:: Required action ::
In the data, extract each line that holds the string "numbered".

:: Record set ::
• • • • •
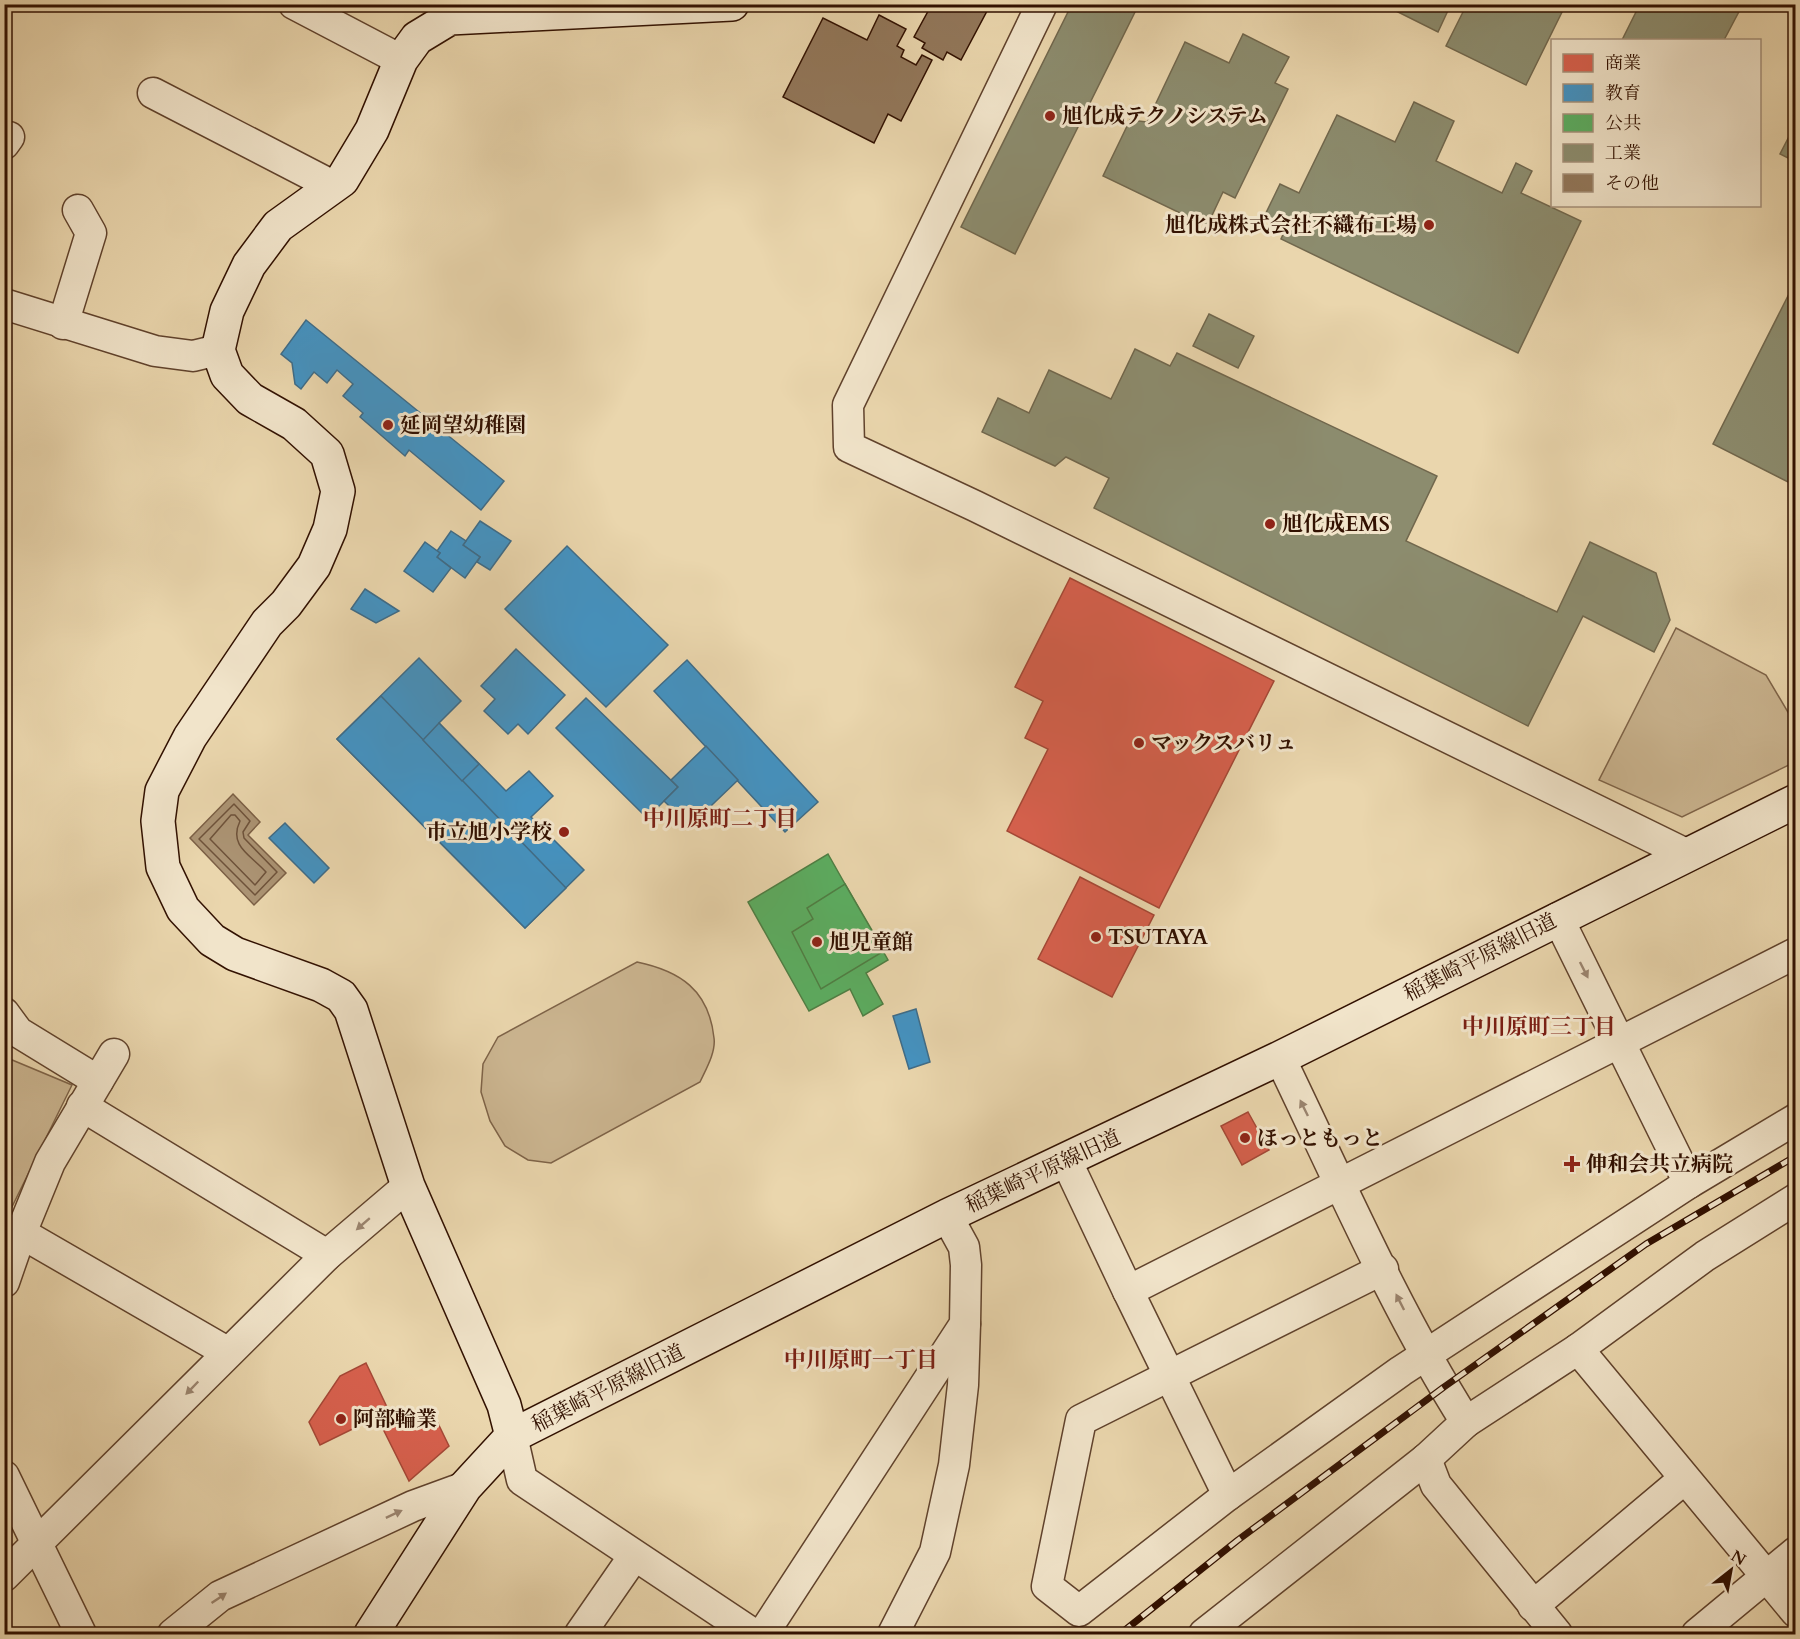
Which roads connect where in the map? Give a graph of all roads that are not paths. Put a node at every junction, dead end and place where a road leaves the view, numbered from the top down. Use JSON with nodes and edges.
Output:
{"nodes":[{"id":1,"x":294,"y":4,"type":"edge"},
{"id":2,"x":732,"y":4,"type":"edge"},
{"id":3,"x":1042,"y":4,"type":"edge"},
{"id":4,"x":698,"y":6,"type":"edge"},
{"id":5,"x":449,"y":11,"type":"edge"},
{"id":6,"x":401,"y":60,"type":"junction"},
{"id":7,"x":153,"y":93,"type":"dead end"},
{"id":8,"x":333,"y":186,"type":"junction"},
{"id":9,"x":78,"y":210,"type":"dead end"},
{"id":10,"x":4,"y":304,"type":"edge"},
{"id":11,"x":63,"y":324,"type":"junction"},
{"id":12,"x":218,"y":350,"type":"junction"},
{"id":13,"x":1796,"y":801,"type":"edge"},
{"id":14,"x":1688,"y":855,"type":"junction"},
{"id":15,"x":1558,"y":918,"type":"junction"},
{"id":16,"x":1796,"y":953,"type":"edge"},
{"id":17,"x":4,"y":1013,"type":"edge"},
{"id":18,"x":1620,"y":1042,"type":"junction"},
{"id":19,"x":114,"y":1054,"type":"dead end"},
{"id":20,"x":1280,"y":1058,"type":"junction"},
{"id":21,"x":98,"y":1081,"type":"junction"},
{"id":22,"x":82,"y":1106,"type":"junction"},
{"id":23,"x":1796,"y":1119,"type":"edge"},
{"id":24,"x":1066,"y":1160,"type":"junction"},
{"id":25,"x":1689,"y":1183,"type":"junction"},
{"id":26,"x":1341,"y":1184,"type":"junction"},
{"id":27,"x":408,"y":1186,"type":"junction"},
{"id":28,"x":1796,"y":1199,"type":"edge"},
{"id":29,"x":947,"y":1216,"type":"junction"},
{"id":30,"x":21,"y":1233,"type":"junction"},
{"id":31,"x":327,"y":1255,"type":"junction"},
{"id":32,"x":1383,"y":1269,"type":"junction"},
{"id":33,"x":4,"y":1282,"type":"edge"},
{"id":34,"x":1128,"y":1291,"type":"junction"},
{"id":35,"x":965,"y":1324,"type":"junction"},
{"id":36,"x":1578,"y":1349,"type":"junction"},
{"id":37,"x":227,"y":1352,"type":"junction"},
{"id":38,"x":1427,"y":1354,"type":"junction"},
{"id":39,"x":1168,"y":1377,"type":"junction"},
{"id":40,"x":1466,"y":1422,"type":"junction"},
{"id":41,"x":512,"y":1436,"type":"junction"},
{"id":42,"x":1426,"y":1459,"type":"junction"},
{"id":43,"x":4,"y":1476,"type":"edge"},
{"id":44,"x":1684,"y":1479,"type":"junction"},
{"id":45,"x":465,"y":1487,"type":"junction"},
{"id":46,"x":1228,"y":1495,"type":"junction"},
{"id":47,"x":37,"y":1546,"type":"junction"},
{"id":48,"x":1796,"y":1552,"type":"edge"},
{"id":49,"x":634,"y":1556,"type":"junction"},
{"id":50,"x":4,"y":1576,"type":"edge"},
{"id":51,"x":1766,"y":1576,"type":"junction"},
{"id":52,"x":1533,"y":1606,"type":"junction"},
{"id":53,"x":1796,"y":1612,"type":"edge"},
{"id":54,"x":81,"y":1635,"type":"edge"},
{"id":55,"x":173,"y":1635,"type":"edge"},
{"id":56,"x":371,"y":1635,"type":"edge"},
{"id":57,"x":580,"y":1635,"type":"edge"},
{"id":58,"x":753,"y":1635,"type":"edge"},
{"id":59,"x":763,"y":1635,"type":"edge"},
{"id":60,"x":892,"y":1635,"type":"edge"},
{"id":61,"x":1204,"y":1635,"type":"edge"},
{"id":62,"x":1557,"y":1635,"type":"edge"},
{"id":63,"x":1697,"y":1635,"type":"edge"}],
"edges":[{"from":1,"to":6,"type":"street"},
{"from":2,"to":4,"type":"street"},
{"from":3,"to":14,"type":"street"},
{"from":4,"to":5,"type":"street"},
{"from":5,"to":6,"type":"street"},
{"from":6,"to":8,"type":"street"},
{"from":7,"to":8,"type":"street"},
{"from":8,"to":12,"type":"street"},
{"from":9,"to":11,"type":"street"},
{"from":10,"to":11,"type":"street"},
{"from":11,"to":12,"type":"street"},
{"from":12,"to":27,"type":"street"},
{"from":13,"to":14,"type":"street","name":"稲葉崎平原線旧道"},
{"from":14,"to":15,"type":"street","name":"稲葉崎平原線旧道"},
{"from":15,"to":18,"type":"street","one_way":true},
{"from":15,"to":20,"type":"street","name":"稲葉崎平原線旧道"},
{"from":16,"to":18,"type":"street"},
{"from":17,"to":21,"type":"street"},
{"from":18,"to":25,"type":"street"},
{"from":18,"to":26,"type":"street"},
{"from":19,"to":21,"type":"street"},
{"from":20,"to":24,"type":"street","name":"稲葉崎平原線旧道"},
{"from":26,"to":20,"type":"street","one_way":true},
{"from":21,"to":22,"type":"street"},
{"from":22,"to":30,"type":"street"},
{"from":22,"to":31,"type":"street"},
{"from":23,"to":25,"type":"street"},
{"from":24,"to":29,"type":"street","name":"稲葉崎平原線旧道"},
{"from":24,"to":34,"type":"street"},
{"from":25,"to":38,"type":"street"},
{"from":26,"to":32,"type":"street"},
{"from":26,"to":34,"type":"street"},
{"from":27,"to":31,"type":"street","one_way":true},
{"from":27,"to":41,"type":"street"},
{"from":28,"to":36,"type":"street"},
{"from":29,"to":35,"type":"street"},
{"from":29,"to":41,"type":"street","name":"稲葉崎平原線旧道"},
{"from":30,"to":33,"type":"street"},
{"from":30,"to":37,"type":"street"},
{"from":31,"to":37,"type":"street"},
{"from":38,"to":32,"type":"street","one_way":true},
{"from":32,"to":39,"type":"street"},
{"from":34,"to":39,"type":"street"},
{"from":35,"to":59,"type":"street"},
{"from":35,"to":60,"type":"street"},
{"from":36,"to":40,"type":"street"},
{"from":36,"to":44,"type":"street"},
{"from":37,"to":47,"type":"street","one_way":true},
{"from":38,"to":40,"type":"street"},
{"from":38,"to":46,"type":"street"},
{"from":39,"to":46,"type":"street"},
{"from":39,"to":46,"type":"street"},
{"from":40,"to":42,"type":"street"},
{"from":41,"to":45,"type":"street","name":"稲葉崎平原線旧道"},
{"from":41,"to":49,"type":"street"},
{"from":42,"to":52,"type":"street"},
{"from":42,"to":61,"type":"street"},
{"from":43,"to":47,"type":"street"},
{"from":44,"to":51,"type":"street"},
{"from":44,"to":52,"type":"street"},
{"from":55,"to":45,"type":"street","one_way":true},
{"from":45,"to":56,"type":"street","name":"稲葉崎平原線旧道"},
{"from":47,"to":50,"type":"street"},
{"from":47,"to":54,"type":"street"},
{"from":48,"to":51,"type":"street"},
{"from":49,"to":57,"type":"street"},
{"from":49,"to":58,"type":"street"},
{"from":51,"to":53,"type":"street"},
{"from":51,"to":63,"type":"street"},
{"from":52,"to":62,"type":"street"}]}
• • • • •
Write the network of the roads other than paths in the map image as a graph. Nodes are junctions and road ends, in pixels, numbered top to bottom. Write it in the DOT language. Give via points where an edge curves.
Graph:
• • • • •
:: Exercise answer ::
Which roads connect where in the map? Give a graph of all roads that are not paths. Put a node at every junction, dead end and place where a road leaves the view, numbered from the top down. Use JSON with nodes and edges.
Write the network of the roads other than paths in the map image as a graph. Nodes are junctions and road ends, in pixels, numbered top to bottom. Write it in the DOT language. Give via points where an edge curves.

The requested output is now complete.